-- Data excerpts --

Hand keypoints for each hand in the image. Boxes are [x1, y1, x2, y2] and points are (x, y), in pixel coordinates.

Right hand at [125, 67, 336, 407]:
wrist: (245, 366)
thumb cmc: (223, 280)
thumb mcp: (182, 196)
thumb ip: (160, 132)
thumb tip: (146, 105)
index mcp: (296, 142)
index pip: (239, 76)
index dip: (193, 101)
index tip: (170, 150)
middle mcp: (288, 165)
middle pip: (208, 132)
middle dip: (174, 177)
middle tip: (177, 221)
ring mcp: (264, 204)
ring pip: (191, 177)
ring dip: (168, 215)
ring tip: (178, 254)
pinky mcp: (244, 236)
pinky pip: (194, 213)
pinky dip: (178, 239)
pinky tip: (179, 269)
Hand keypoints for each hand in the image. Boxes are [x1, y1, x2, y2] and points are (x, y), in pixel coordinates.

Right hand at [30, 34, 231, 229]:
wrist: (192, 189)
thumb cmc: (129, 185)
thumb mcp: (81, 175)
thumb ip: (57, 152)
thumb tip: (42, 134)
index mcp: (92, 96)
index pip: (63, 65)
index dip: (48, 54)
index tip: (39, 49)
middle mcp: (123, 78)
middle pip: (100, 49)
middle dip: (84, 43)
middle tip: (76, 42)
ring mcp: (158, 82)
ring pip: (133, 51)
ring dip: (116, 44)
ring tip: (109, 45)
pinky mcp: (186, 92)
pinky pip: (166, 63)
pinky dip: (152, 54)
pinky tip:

-- Problem requirements --
Only lines containing "ring" belong in the answer; copy every such line from the records.

-- Answer to this exercise --
ring mcp: (264, 204)
ring pip: (191, 177)
ring dip: (168, 215)
ring tip: (178, 254)
ring mcp: (158, 82)
ring pip: (133, 51)
ring dip: (116, 44)
ring tip: (109, 45)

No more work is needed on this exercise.